NAME
tagsoup - convert nasty, ugly HTML to clean XHTML
SYNOPSIS
java -jar tagsoup-1.2 [ options ] [ files ]
DESCRIPTION
Rectify arbitrary HTML into clean XHTML, using a tailored description
of HTML. The output will be well-formed XML, but not necessarily valid
XHTML.
--files
multiple input files should be processed into corresponding
output files
--encoding=encoding
specifies the encoding of input files
--output-encoding=encoding
specifies the encoding of the output (if the encoding name
begins with ‘‘utf’’, the output will not contain character
entities; otherwise, all non-ASCII characters are represented as
entities)
--html output rectified HTML rather than XML, omitting the XML
declaration and any namespace declarations
--method=html
output rectified HTML rather than XML (end-tags are omitted for
empty elements, and no character escaping is done in script and
style elements)
--omit-xml-declaration
omit the XML declaration
--lexical
output lexical features (specifically comments and any DOCTYPE
declaration)
--nons suppress namespaces in output
--nobogons
suppress unknown non-HTML elements in output
--nodefaults
suppress default attribute values
--nocolons
change explicit colons in element and attribute names to
underscores
--norestart
don’t restart any restartable elements
--ignorable
pass through ignorable whitespace (whitespace in element-only
content) via SAX method handler ignorableWhitespace
--any treat unknown non-HTML elements as allowing any content
(default)
--emptybogons
treat unknown non-HTML elements as empty elements
--norootbogons
don’t allow unknown non-HTML elements to be root elements
--doctype-system=system-id
force DOCTYPE declaration to be output with specified system
identifier
--doctype-public=public-id
force DOCTYPE declaration to be output with specified public
identifier
--standalone=[yes|no]
specify standalone pseudo-attribute in output XML declaration
--version=version
specify version pseudo-attribute in output XML declaration (does
not affect actual version of XML output)
--nocdata
treat the CDATA-content elements script and style as ordinary
elements (mostly for testing)
--pyx output PYX format rather than XML (mostly for testing)
--pyxin
input is PYX-format HTML (mostly for testing)
--reuse
reuse the same Parser object internally (for testing only)
--help output basic help
--version
output version number
TagSoup is a parser and reformatter for nasty, ugly HTML. Its normal
processing mode is to accept HTML files on the command line, or from
the standard input if none are given, and output them as clean XML to
the standard output. The encoding is assumed to be the platform-local
encoding on input, and is always UTF-8 on output.

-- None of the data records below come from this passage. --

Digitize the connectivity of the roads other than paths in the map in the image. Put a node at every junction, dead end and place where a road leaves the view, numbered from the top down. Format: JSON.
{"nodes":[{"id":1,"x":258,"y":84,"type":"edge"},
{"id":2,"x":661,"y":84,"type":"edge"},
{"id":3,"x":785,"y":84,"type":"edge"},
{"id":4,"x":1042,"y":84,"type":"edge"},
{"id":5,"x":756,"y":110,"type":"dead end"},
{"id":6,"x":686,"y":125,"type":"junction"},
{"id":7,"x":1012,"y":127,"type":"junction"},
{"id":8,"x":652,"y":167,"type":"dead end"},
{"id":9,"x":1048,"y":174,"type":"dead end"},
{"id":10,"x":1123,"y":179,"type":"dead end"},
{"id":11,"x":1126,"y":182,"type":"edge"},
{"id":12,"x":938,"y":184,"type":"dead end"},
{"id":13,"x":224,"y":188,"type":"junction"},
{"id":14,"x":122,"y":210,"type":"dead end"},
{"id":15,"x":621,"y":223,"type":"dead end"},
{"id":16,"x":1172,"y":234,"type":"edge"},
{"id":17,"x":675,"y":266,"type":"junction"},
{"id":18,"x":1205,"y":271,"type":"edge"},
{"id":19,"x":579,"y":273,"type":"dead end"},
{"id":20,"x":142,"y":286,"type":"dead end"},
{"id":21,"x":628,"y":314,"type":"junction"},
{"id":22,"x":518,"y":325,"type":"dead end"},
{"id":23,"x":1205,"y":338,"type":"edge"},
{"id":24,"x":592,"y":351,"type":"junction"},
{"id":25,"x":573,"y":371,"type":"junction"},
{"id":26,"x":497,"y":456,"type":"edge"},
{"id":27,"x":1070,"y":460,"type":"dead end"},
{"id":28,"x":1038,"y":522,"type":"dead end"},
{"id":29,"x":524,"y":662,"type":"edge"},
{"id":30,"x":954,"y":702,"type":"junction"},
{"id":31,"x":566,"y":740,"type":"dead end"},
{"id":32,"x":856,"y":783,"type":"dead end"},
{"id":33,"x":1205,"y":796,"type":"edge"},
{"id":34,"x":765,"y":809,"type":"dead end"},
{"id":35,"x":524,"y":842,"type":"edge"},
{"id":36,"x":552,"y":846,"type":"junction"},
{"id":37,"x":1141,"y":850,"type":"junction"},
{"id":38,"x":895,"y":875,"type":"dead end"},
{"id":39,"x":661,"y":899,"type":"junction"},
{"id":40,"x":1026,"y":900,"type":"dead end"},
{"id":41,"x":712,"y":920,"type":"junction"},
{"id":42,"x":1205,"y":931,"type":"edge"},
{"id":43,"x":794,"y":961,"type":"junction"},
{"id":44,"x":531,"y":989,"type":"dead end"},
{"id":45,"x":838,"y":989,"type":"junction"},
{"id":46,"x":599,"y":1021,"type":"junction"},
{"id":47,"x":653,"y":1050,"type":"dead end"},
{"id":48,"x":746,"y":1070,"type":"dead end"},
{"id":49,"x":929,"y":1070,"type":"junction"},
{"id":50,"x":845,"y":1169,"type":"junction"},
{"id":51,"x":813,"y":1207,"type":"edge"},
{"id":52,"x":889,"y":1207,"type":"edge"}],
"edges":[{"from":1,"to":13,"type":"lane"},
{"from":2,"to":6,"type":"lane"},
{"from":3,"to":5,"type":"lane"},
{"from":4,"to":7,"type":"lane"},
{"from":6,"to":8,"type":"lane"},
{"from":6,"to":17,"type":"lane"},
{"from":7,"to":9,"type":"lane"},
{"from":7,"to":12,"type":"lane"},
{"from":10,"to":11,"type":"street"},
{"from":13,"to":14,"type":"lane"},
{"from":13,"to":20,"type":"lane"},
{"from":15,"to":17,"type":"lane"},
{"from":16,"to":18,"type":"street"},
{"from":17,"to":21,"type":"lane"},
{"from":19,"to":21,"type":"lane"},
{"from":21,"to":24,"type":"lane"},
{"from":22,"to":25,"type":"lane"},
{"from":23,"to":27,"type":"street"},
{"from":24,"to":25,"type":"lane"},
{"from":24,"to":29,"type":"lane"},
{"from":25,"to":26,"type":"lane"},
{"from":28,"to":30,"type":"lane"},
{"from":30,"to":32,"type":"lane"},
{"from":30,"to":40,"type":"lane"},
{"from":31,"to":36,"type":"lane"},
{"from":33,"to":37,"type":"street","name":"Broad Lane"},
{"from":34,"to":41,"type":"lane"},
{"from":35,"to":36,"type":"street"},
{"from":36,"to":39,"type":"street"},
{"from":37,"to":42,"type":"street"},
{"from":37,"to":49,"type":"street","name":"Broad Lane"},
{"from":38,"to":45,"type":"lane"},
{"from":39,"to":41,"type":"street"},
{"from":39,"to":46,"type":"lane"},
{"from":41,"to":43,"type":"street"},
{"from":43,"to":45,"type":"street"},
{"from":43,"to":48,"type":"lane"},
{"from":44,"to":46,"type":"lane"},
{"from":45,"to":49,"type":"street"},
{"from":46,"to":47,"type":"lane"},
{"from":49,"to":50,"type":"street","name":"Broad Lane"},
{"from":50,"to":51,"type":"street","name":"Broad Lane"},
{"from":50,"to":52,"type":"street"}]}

When the --files option is given, each input file is processed into an
output file of the corresponding name, with the extension changed to
xhtml. If the extension is already xhtml, it is changed to xhtml_.
TagSoup will repair, by whatever means necessary, violations of XML
well-formedness. In particular, it will fix up malformed attribute
names and supply missing attribute-value quotation marks. More
significantly, it supplies end-tags where HTML allows them to be
omitted, and sometimes where it doesn’t. It will even supply start-
tags where necessary; for example, if a document begins with a <li>
tag, TagSoup will automatically prefix it with <html><body><ul>.
BUGS
TagSoup can be fooled by missing close quotes after attribute values,
and by incorrect character encodings (it does not contain an encoding
guesser).
TagSoup doesn’t understand namespace declarations, which are not
properly part of HTML. Instead, any element or attribute name
beginning foo: will be put into the artificial namespace urn:x-
prefix:foo.
For the same reasons, namespace-qualified attributes like xml:space
can’t be returned as default values, though an explicit attribute in
the xml namespace will be returned with the proper namespace URI.
AUTHOR
John Cowan <cowan@ccil.org>
COPYRIGHT
Copyright © 2002-2008 John Cowan
TagSoup is free software; see the source for copying conditions. There
is NO warranty; not even for MERCHANTABILITY or FITNESS FOR A
PARTICULAR PURPOSE.